Correspondent: Have facts and background been more of a limitation than a help throughout your work?

Rankin: Well, I do think there’s restrictions on what you can and cannot do. Because readers are much more sussed than they used to be. I mean, they’re watching cop shows on TV — whether it’s reality shows or dramas.

Correspondent: Or The Wire for that matter.

Rankin: Yeah. But they feel they know what goes on forensically. They feel they know what goes on at a crime scene. So you can’t suddenly start taking liberty. I mean, I’m very lucky. Because my guys are professional cops. Therefore, they would be at the scene. It’s much harder if you’re talking a kind of Miss Marple character. This notion that an amateur detective — a Lord Peter Wimsey or a Miss Marple — could just turn up at the crime scene and trample all over it.
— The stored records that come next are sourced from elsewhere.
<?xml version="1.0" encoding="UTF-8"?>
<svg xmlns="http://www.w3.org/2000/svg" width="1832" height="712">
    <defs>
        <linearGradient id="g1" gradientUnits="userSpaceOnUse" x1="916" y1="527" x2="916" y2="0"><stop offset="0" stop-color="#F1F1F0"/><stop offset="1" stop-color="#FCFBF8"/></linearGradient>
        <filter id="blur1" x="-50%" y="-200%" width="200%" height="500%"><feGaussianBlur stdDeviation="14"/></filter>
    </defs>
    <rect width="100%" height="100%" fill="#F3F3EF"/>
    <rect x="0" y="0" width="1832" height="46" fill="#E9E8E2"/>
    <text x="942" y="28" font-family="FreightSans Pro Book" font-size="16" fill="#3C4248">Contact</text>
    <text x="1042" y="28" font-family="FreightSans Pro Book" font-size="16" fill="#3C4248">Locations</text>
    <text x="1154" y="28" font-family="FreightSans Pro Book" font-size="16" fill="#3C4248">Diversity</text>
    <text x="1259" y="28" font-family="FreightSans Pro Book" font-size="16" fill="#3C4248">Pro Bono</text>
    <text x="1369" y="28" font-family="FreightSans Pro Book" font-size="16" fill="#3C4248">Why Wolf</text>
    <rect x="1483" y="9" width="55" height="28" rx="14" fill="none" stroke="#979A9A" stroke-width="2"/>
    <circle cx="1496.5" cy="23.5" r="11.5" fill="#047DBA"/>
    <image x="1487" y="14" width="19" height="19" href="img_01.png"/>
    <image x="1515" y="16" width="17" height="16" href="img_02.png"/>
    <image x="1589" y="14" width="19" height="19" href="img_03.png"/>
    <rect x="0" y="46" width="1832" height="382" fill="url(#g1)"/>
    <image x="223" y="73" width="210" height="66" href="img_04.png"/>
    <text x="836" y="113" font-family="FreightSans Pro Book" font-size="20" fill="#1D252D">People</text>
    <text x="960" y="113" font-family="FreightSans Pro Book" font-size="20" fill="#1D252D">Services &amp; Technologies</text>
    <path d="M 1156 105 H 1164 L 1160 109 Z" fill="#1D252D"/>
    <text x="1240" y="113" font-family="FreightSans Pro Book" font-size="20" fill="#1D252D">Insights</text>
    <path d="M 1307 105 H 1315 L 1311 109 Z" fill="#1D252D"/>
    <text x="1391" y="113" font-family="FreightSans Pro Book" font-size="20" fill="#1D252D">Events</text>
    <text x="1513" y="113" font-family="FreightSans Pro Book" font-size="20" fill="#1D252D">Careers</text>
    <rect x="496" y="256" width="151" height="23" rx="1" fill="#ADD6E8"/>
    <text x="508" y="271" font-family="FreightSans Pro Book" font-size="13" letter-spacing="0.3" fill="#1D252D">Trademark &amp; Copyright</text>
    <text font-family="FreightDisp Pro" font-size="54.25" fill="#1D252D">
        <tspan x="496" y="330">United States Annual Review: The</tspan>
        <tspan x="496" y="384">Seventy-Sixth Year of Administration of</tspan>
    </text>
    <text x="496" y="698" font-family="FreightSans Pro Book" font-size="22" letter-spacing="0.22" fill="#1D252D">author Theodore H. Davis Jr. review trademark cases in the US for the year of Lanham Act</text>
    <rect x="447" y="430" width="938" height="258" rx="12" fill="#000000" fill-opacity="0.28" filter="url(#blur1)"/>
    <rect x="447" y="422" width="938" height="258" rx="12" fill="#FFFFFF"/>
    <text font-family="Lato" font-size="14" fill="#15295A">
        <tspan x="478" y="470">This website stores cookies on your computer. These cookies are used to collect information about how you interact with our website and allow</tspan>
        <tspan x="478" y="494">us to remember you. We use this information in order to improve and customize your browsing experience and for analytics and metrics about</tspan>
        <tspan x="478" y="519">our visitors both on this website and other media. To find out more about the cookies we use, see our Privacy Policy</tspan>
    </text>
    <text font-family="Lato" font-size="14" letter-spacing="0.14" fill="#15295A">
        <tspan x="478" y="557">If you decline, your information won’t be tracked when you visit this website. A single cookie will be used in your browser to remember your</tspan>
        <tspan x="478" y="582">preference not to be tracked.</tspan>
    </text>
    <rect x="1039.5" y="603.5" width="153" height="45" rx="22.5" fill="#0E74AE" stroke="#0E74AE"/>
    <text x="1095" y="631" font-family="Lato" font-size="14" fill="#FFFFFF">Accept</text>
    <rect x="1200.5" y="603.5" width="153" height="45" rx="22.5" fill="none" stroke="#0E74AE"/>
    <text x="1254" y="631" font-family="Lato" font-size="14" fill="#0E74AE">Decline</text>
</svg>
And that the cops wouldn’t give him a good kick up the backside and send him on their way. These days, it’s much harder for readers to take on board and accept. So I don’t write about private eyes. And I don’t write about amateurs who just happen to get caught up in drama. I write about people who get invited into the drama. Because that’s their job.
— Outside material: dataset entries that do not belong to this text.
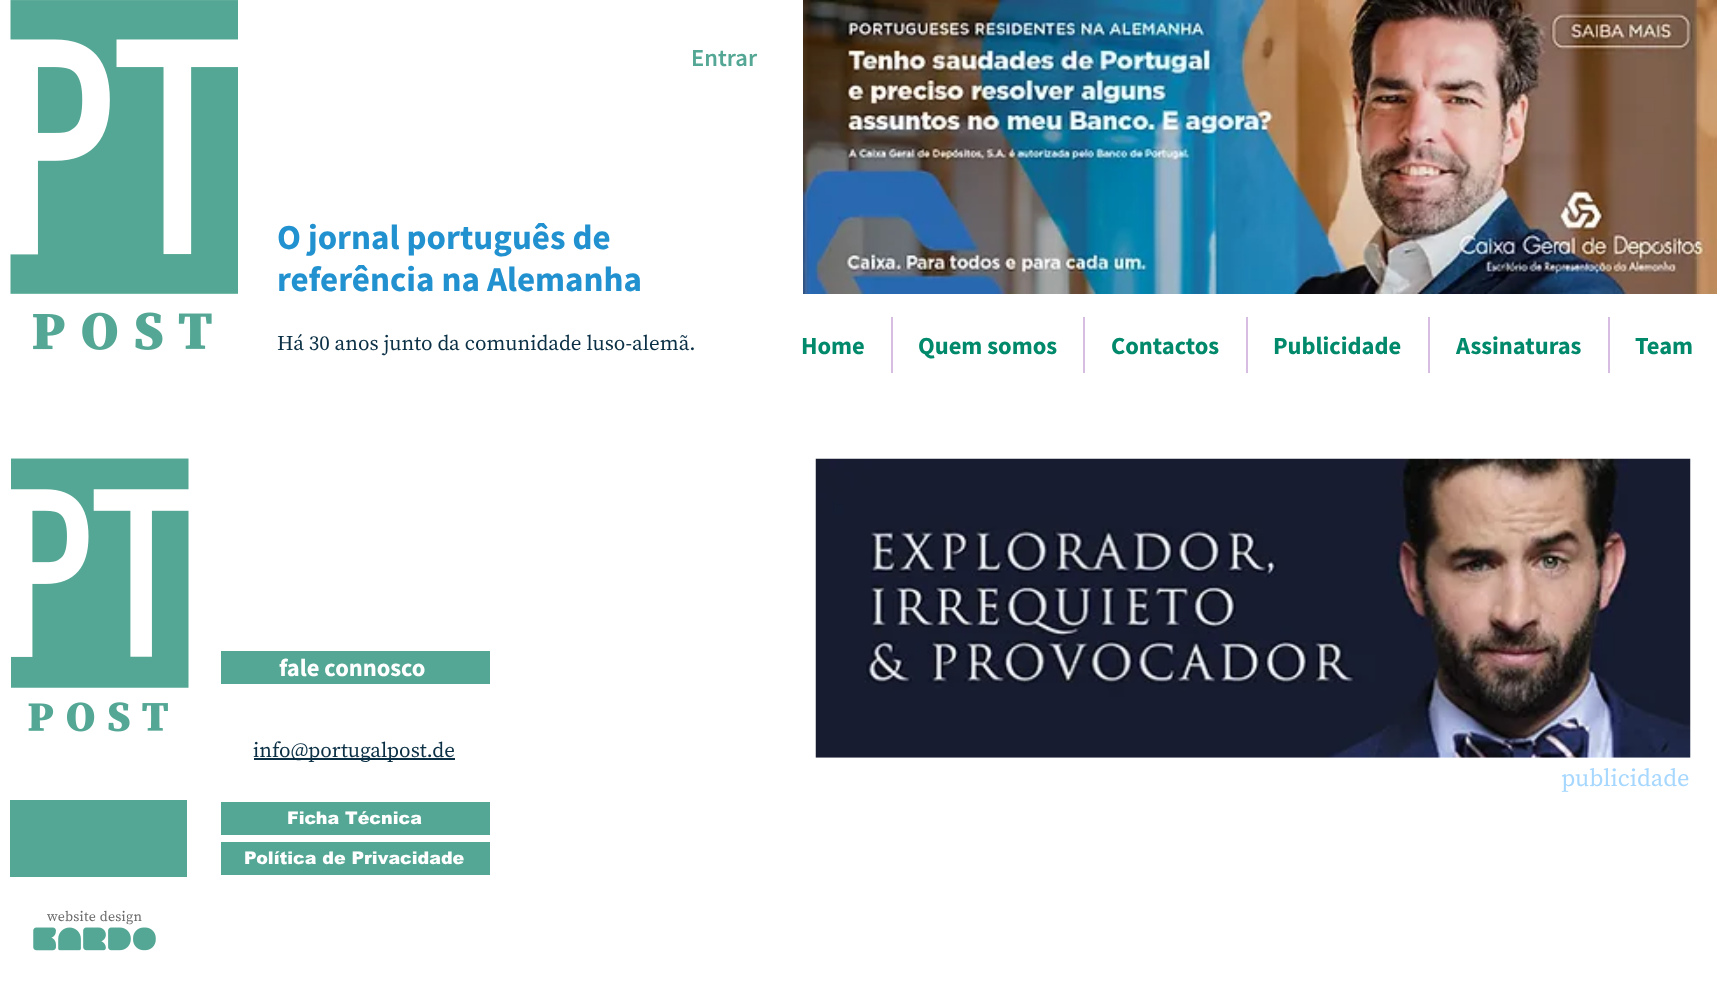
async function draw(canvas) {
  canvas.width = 1733;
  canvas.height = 991;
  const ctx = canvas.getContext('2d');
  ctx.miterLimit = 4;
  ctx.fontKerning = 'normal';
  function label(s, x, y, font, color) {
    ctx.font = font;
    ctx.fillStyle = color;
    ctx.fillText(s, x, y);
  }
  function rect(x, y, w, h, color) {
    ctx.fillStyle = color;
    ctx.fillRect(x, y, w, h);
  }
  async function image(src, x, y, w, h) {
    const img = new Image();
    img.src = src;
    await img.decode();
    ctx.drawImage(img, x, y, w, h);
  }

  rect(0, 0, 1733, 991, '#fff');
  await image('assets/img1.png', 10, 0, 228, 350);
  label('Entrar', 691, 66, '600 24.5px Source Sans Pro', '#53a794');
  await image('assets/img2.png', 803, 0, 914, 294);
  label('O jornal português de', 277, 249, 'bold 35px Source Sans Pro', '#2291d0');
  label('referência na Alemanha', 277, 291, 'bold 35px Source Sans Pro', '#2291d0');
  label('Há 30 anos junto da comunidade luso-alemã.', 277, 350, '21px Source Serif Pro', '#0b3045');
  label('Home', 801, 354, 'bold 24.5px Source Sans Pro', '#00896b');
  rect(891, 317, 2, 56, '#d8bde2');
  label('Quem somos', 918, 354, 'bold 24.5px Source Sans Pro', '#00896b');
  rect(1083, 317, 2, 56, '#d8bde2');
  label('Contactos', 1111, 354, 'bold 24.5px Source Sans Pro', '#00896b');
  rect(1246, 317, 2, 56, '#d8bde2');
  label('Publicidade', 1273, 354, 'bold 24.5px Source Sans Pro', '#00896b');
  rect(1428, 317, 2, 56, '#d8bde2');
  label('Assinaturas', 1456, 354, 'bold 24.5px Source Sans Pro', '#00896b');
  rect(1608, 317, 2, 56, '#d8bde2');
  label('Team', 1635, 354, 'bold 24.5px Source Sans Pro', '#00896b');
  await image('assets/img3.png', 11, 458, 178, 274);
  rect(221, 651, 269, 33, '#53a794');
  label('fale connosco', 279, 676, 'bold 24.5px Source Sans Pro', '#fff');
  rect(254, 758, 201, 2, '#0b3045');
  label('info@portugalpost.de', 253, 757, '21px Source Serif Pro', '#0b3045');
  await image('assets/img4.png', 815, 458, 876, 300);
  label('publicidade', 1561, 786, '24.5px Source Serif Pro', '#a6d7ff');
  rect(10, 800, 177, 77, '#53a794');
  rect(221, 802, 269, 33, '#53a794');
  label('Ficha Técnica', 287, 824, '900 17.5px arial', '#fff');
  rect(221, 842, 269, 33, '#53a794');
  label('Política de Privacidade', 244, 864, '900 17.5px arial', '#fff');
  ctx.letterSpacing = '0.25px';
  label('website design', 47, 921, '14px Source Serif Pro', '#696969');
  await image('assets/img5.png', 33, 927, 123, 24);
}

draw(document.querySelector('canvas'));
Correspondent: On the other hand, there’s, of course, the famous story that Mario Puzo made all of The Godfather up. So much so that mob people were reading this and they were saying, “How did he know so much about this?” Is this similar to your situation when you invent something? That almost inventing layers or systematic connections is almost better than relying on getting something right.
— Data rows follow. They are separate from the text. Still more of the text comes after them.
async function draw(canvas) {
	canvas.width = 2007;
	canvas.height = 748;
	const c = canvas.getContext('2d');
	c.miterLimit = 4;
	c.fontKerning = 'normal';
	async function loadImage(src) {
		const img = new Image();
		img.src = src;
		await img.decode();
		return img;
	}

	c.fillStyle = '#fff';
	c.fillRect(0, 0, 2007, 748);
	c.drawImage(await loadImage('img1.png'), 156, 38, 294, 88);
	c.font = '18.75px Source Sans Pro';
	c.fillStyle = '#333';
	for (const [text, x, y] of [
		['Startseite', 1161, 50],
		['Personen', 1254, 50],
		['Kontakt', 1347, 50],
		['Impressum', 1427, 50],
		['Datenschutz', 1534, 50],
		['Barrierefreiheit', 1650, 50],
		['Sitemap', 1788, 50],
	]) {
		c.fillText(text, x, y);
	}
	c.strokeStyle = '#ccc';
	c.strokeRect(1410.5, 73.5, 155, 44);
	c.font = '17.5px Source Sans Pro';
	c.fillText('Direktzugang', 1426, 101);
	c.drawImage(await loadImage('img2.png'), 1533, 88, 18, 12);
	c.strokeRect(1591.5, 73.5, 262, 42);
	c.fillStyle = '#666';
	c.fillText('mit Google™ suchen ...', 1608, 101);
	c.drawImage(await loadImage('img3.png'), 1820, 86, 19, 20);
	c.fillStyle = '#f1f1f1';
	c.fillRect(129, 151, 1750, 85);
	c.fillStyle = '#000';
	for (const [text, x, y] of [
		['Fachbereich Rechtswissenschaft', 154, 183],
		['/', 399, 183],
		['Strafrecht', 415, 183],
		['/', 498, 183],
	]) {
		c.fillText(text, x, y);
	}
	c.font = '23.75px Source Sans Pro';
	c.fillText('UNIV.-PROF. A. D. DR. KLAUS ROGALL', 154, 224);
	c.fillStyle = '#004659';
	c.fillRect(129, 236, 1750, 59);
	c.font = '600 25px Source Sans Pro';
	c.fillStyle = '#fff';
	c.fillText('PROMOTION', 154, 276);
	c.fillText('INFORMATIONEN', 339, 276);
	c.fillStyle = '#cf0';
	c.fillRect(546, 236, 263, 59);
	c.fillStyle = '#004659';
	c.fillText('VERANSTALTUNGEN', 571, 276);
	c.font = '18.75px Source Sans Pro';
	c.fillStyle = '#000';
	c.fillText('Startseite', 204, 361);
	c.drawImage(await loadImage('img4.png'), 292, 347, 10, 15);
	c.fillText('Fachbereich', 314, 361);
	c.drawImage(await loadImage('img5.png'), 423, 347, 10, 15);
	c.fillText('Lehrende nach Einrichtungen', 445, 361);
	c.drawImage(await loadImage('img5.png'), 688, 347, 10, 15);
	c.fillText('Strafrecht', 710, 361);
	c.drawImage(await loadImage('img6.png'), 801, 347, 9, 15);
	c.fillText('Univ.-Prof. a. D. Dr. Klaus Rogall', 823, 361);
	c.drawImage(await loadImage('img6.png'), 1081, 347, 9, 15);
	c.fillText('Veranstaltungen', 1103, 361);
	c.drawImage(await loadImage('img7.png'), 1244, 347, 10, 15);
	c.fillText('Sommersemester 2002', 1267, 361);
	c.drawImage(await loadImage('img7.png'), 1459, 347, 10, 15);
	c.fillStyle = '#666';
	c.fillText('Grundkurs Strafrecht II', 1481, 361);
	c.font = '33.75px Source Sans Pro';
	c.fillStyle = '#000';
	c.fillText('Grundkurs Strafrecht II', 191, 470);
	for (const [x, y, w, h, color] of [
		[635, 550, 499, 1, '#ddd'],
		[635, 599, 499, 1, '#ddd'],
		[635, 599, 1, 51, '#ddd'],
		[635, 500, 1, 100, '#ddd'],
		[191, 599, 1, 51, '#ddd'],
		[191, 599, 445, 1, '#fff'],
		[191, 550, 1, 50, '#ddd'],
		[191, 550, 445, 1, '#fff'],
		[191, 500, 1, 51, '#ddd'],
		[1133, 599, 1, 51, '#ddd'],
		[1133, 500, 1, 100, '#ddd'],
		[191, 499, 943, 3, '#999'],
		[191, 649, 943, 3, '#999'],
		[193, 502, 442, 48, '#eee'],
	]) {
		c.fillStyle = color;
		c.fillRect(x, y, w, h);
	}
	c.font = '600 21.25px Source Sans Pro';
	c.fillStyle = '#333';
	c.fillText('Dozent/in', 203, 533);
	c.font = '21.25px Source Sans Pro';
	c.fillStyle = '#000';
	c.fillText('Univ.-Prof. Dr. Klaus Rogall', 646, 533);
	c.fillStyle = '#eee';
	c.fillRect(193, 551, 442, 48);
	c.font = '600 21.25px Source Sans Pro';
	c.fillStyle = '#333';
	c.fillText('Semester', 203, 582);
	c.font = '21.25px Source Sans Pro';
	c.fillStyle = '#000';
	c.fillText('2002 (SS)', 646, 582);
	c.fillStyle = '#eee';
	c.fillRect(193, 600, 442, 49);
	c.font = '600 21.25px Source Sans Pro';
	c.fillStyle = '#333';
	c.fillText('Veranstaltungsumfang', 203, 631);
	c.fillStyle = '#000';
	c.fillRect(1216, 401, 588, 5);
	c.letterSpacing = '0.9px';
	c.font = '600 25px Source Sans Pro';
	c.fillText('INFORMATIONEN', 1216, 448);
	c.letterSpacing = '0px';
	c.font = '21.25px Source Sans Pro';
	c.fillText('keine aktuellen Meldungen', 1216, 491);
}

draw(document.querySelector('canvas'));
Rankin: Well, I mean, on the very first book that I wrote, I got the idea for the plot. And then I went to a police station to talk with a couple of cops. You know, just to get some background and some detail. And they asked me what the plot of the book was. And I told them. And it turned out that it was very close to a case they were working on. So they viewed me as a possible suspect for a short time. Until they decided that I was just insane. But the next book after that — Hide and Seek — two or three years after the book was published, a similar case came to light. And that gave me great kudos in Edinburgh. Because cops and the public alike said, “How did you know about this stuff?” I mean, it was kind of there. It was happening a few years ago. But it wasn’t. It hadn’t come to light then. And I had just invented it. And it came true later on. So people thought I knew what I was talking about. But I really wasn’t. I was making it up. And that continued to happen. There was a lot of serendipity. That I would just write about something that then seemed to be true. And it worked the other way as well. I would take a really true thing like the G8 — when the G8 came to Scotland. And that was just a great source of information. All you had to do to research that book [The Naming of the Dead] was to live in Scotland for a week. And that was a very easy book to write from my point of view. Because about half of the stuff in there actually happened. Up to and including President George W. Bush falling off his bicycle while trying to wave to a police officer. In my book, it’s Rebus. I mean, what if it wasn’t? It was someone else.